[Data records]

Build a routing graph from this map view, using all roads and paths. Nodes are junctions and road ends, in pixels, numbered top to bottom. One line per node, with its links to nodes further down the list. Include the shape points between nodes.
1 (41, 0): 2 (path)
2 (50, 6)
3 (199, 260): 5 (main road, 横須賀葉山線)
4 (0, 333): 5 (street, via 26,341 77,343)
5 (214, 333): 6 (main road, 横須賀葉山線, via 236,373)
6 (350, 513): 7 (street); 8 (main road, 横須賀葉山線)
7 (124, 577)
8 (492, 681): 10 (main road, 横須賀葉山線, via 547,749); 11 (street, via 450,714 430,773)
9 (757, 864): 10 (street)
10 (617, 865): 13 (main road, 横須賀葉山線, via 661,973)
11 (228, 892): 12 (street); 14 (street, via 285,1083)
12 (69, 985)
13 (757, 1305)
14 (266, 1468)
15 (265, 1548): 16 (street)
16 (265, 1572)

### What is expected
Write out all the records above again, exactly as they stand.

### Expected output
Build a routing graph from this map view, using all roads and paths. Nodes are junctions and road ends, in pixels, numbered top to bottom. One line per node, with its links to nodes further down the list. Include the shape points between nodes.
1 (41, 0): 2 (path)
2 (50, 6)
3 (199, 260): 5 (main road, 横須賀葉山線)
4 (0, 333): 5 (street, via 26,341 77,343)
5 (214, 333): 6 (main road, 横須賀葉山線, via 236,373)
6 (350, 513): 7 (street); 8 (main road, 横須賀葉山線)
7 (124, 577)
8 (492, 681): 10 (main road, 横須賀葉山線, via 547,749); 11 (street, via 450,714 430,773)
9 (757, 864): 10 (street)
10 (617, 865): 13 (main road, 横須賀葉山線, via 661,973)
11 (228, 892): 12 (street); 14 (street, via 285,1083)
12 (69, 985)
13 (757, 1305)
14 (266, 1468)
15 (265, 1548): 16 (street)
16 (265, 1572)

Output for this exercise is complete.